I think you're making this problem more difficult than it is. There is no charge on the surface of the sphere...we don't even know whether it's a conductor or a dielectric, and such considerations are irrelevant, because it need not even be a physical surface! It's just a Gaussian surface, one at which we are measuring the properties of the local electric field in order to determine some information about the distribution of charge enclosed by said surface. Gauss's law can also used to solve the opposite problem (given some info about the charge enclosed, what can you deduce about the flux of the electric field, and therefore the electric field itself?)

In this case, given the properties of the local electric field (more specifically, the field at all points on the surface of the sphere), what information does Gauss's Law (below) tell us about the charge enclosed?

[tex] \oint{\vec{E} \cdot d\vec{a}} = \frac{Q_{enc}}{\epsilon_0} [/tex]

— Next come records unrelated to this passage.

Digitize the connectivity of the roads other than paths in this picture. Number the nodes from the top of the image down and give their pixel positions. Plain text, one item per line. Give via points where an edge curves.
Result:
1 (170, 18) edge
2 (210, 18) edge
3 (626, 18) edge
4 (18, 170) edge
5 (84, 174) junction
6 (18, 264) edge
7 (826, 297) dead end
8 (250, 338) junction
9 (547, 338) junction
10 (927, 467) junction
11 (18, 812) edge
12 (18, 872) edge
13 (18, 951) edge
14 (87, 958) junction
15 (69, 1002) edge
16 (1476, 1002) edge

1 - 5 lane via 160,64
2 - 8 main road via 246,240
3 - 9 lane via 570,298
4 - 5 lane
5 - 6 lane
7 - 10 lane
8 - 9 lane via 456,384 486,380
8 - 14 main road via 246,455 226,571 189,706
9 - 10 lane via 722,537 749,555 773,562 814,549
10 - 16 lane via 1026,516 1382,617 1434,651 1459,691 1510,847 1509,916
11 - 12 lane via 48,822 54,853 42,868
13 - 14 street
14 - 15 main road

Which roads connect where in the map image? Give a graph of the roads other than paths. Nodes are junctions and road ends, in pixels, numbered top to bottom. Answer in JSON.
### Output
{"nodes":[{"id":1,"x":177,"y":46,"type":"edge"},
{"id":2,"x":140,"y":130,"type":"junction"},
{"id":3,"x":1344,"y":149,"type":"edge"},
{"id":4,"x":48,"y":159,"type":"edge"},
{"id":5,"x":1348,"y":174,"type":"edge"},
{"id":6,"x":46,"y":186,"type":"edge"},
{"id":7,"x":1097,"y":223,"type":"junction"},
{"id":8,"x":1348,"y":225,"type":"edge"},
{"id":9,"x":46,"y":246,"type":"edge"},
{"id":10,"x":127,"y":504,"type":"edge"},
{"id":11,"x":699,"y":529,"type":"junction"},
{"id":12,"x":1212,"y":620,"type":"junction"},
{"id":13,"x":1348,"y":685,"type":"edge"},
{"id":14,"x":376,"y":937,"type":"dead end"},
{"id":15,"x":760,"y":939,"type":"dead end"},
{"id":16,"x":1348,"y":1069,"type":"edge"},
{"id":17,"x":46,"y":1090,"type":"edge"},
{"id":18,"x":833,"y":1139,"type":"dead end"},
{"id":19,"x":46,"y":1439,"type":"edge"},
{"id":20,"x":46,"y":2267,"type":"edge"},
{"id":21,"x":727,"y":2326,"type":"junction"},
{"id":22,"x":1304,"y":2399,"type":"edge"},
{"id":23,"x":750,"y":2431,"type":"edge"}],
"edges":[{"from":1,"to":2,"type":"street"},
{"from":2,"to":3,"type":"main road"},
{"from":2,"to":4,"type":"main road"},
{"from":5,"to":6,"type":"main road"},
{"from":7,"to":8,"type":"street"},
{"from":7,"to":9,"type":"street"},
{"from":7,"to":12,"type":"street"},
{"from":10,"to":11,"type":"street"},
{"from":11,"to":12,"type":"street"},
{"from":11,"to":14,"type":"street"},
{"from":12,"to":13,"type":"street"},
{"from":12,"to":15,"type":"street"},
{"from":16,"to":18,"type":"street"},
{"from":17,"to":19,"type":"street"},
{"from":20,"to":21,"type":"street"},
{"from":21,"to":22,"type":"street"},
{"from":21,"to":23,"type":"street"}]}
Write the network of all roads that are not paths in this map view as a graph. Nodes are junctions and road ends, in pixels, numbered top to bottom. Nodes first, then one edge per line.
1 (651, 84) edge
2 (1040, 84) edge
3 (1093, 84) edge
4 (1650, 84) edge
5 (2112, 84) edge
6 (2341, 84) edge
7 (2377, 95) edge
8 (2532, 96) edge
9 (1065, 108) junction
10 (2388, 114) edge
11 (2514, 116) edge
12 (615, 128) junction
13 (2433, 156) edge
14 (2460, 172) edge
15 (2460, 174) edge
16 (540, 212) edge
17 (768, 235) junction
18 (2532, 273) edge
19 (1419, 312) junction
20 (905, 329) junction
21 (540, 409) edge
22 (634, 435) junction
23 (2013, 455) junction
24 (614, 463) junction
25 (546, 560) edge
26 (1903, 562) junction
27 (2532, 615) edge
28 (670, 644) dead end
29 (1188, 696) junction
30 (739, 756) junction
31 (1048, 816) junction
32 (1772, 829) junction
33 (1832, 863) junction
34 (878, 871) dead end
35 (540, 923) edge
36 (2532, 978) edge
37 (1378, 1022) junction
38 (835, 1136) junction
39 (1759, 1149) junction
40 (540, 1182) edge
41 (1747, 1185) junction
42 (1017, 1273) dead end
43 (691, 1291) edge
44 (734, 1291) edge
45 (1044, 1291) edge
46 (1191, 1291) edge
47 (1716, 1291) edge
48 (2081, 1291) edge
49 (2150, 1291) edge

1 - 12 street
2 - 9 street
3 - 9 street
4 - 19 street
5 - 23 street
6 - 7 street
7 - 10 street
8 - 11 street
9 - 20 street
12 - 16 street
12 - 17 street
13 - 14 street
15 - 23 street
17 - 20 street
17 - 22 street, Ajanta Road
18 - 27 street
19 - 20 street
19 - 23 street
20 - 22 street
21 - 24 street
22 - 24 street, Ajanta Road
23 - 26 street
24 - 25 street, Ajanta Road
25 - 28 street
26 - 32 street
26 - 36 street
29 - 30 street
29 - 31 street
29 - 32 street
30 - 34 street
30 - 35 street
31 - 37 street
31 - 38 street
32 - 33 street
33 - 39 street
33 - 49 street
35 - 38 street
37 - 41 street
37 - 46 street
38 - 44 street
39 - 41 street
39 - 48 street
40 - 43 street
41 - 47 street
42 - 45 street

It gives us two pieces of information:

1. The field is radially inward...an inward field suggests that Q_enc is some cluster of negative charge. More rigorously, since [itex] \vec{E} \ \ \text{and} \ \ d\vec{a} [/itex] point in opposite directions, (radially inward and outward, respectively) it follows that [itex] \vec{E} \cdot d\vec{a} [/itex] is negative: The net flux through the surface is negative, therefore so is Q_enc.

2. The electric field is radial and its strength is constant at all points on the sphere. Since all of these points are equidistant from the centre, it seems that the magnitude of the electric field, depends only on radius i.e. it is a function of r. What would produce such a nice, radially inward E(r)? A point charge at the centre of the Gaussian sphere certainly would, and IIRC, so would any uniform volume charge distribution centred in the Gaussian sphere.

There are your two answers...that the charge is negative, and that it is distributed uniformly.